*** Data for the task ***

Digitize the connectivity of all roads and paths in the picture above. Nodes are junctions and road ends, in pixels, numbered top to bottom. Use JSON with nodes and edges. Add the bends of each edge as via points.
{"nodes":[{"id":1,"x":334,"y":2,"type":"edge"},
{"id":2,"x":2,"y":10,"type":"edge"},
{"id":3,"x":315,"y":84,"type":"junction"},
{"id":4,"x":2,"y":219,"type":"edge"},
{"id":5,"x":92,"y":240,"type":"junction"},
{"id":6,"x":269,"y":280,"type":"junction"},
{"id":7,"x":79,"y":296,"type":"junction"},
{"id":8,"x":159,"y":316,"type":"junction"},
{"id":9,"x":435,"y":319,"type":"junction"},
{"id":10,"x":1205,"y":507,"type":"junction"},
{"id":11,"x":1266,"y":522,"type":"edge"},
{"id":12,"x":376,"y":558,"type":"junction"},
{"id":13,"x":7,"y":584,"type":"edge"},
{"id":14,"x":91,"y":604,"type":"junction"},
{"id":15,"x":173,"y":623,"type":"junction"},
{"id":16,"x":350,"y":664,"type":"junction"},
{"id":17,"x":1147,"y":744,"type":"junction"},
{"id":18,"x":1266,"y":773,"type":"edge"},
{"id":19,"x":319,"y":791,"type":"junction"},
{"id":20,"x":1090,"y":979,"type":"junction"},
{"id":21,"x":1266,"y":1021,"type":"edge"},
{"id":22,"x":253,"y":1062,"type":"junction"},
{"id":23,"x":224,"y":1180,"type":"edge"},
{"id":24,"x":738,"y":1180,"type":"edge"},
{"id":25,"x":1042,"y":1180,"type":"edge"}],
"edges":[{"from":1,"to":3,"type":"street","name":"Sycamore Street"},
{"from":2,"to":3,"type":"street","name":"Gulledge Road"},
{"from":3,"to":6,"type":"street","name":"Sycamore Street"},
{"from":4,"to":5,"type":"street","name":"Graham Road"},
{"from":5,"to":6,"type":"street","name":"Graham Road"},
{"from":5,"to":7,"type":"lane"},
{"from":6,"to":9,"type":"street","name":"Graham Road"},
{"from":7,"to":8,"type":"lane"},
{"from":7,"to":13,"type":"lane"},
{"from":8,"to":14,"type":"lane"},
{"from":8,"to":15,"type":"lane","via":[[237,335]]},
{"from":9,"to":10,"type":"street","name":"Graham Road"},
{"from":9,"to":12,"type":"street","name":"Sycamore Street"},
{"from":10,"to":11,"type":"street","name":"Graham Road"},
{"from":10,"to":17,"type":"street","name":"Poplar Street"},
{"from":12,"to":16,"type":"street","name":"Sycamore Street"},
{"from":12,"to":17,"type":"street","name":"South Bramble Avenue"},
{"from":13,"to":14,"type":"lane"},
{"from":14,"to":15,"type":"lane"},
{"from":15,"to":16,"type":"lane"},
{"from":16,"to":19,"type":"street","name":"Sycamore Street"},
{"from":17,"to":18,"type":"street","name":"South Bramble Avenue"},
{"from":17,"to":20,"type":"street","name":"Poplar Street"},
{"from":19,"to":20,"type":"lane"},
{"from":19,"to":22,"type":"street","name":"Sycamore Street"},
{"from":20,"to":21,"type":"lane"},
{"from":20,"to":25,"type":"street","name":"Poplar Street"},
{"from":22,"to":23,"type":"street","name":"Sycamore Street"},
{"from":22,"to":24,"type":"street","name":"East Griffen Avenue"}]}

*** End of Data for the task ***
*** Data for the task ***

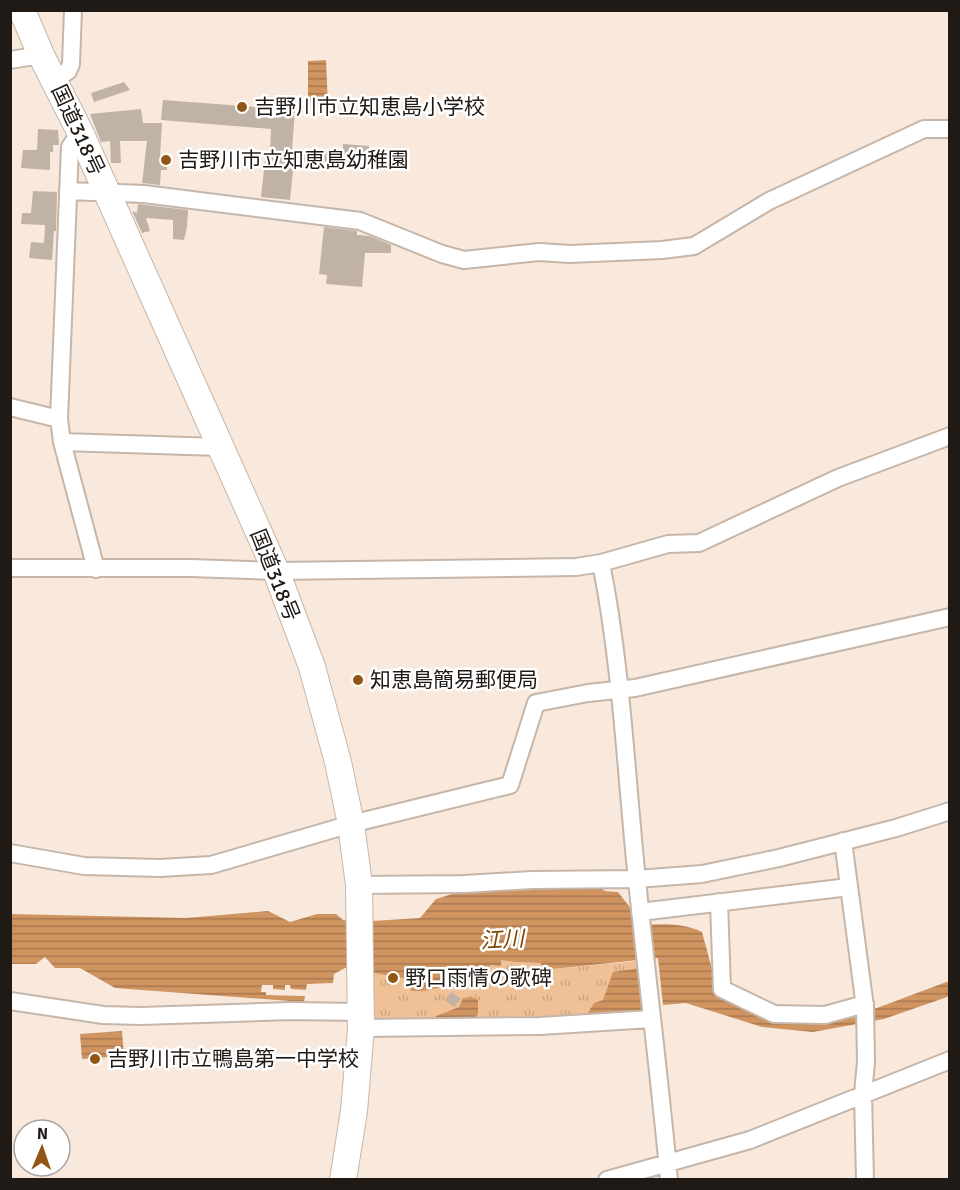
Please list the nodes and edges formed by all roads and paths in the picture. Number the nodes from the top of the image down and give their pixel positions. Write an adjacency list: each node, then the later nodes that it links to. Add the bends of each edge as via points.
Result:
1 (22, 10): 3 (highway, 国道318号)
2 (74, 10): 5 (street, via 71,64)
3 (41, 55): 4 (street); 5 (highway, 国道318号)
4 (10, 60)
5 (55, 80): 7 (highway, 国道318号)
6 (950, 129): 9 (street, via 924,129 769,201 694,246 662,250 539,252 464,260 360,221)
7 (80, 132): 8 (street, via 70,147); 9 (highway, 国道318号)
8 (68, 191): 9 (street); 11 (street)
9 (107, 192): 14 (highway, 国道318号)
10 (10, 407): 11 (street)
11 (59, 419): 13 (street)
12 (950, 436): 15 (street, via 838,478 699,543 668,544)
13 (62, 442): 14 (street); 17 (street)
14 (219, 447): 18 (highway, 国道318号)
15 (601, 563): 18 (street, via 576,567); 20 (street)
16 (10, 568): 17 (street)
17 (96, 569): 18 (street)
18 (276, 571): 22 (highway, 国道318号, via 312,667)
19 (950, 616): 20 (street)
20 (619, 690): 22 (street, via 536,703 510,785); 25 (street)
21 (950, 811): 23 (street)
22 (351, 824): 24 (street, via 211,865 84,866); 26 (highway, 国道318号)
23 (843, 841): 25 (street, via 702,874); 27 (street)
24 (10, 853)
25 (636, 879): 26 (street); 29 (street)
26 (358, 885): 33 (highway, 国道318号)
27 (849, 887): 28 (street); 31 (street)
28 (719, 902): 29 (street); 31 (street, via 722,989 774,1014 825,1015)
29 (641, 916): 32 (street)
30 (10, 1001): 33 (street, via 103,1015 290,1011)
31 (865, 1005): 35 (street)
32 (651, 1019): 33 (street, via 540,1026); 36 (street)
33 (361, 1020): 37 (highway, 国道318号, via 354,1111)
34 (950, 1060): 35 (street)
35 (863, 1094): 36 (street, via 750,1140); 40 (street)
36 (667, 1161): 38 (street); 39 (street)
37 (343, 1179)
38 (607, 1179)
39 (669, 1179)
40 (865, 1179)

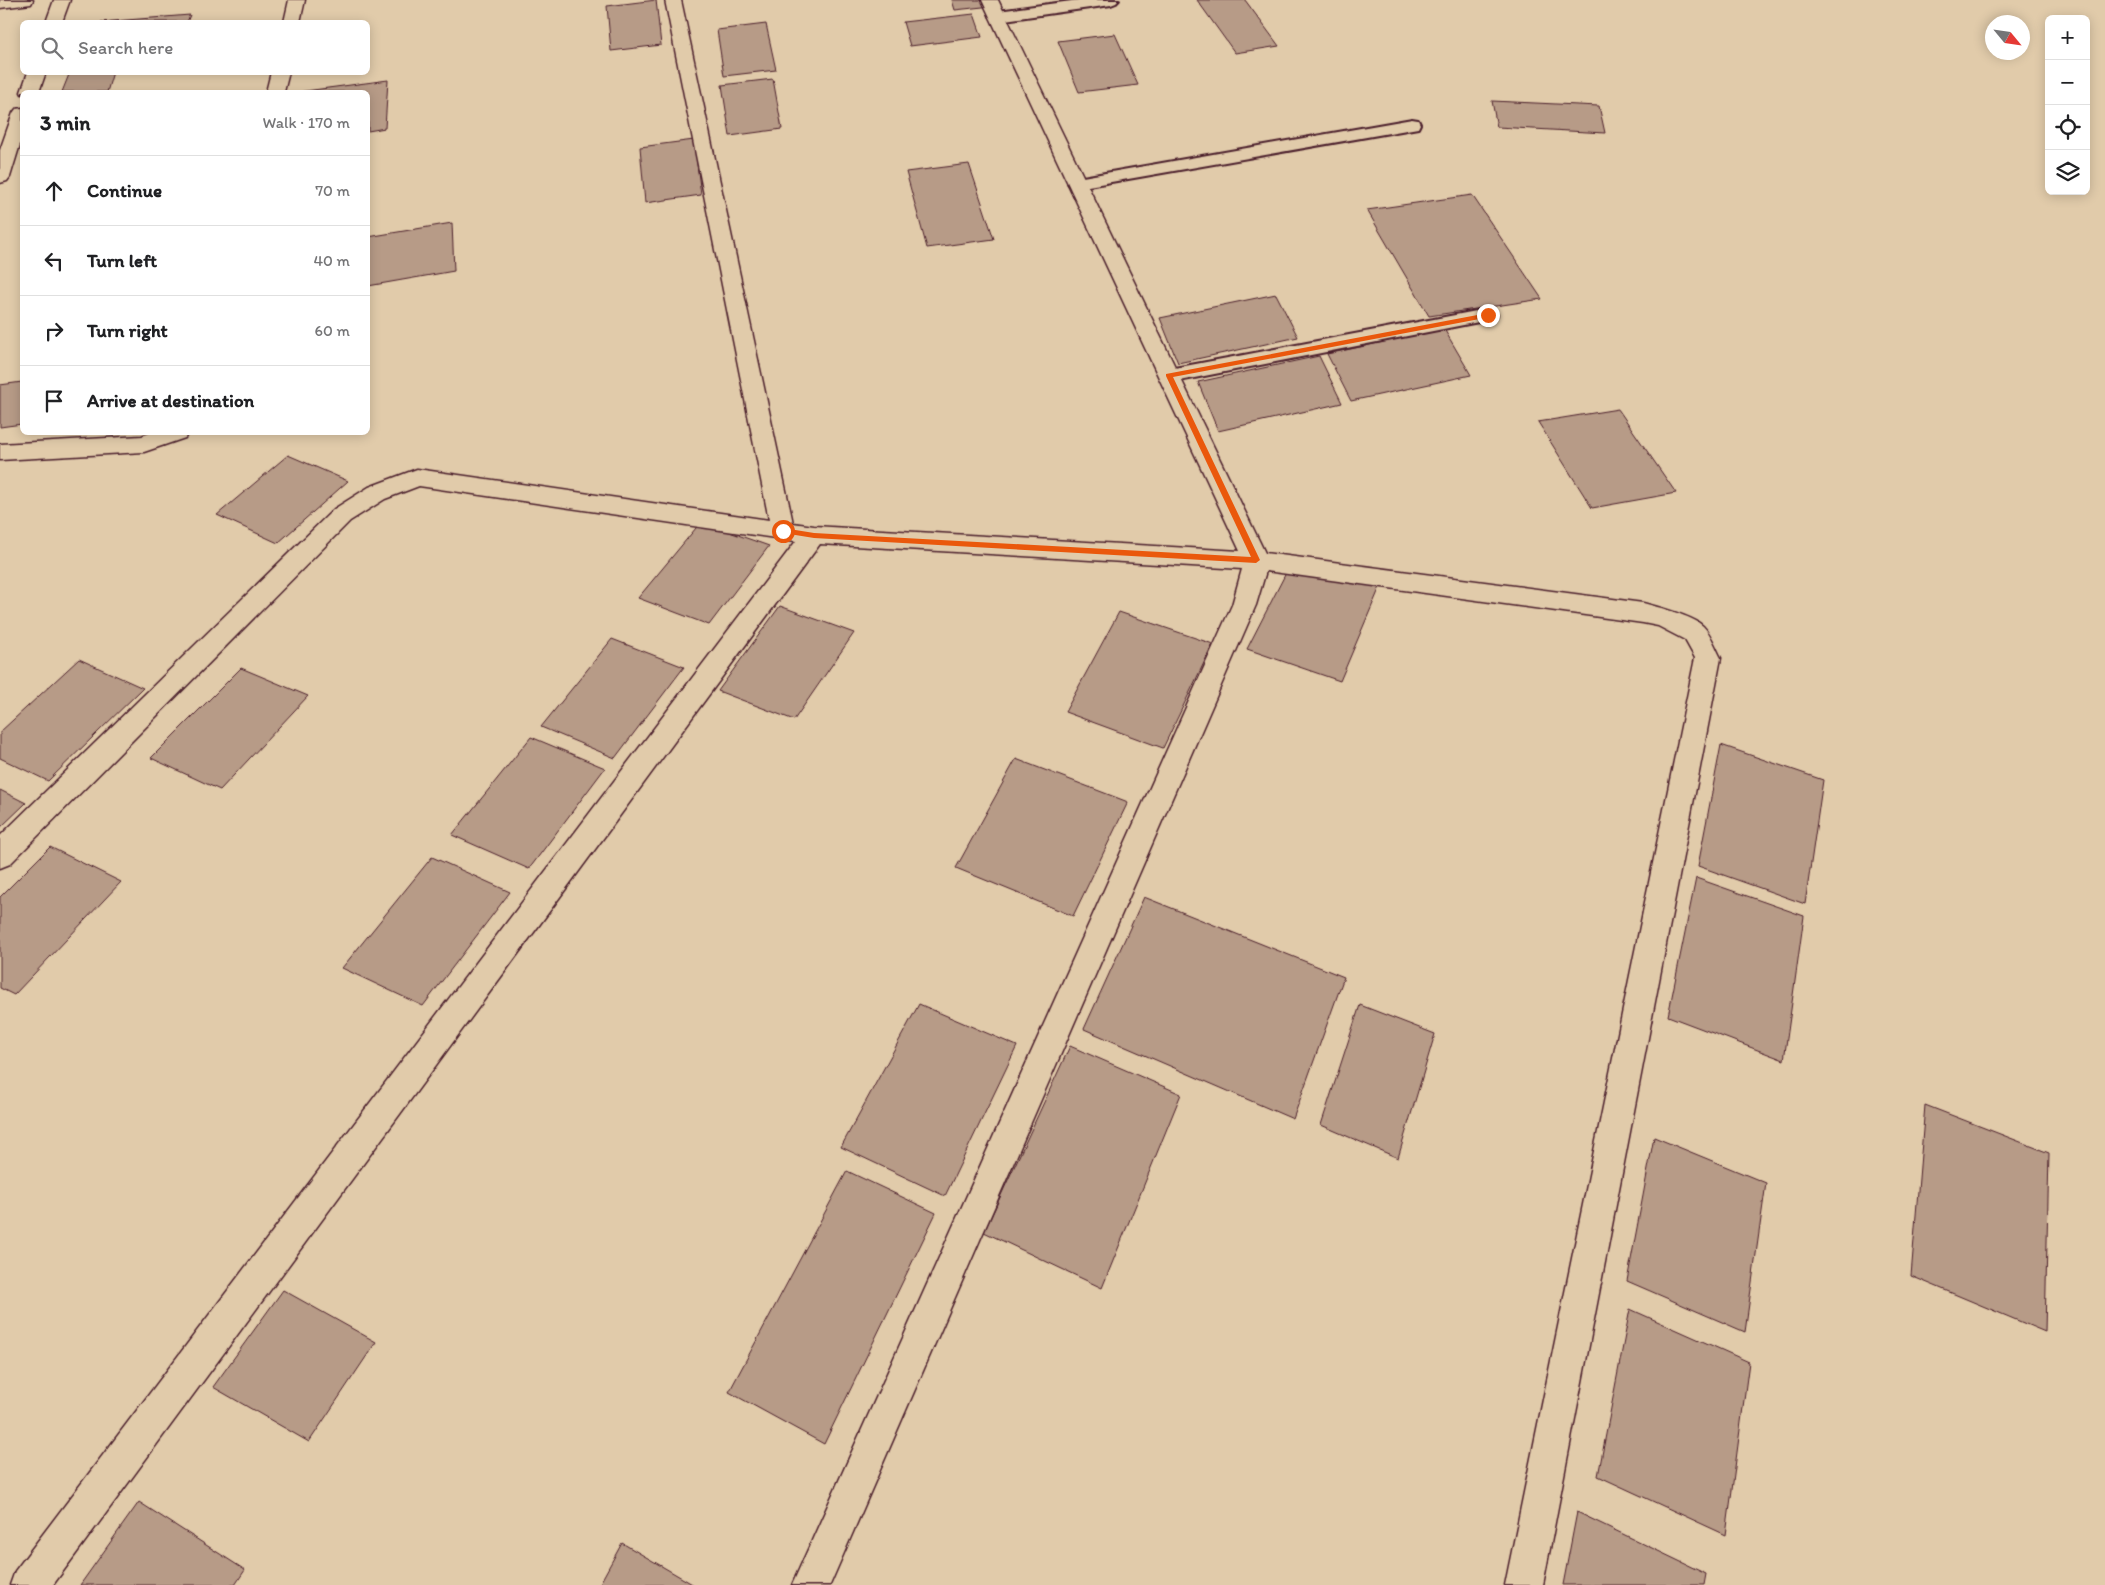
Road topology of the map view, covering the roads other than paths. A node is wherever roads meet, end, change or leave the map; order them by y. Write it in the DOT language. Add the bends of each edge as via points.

*** End of Data for the task ***

(Exercise details):
In the lines above, find the word "Write" and copy each line that contains it.

(Result for this task):
Please list the nodes and edges formed by all roads and paths in the picture. Number the nodes from the top of the image down and give their pixel positions. Write an adjacency list: each node, then the later nodes that it links to. Add the bends of each edge as via points.
Road topology of the map view, covering the roads other than paths. A node is wherever roads meet, end, change or leave the map; order them by y. Write it in the DOT language. Add the bends of each edge as via points.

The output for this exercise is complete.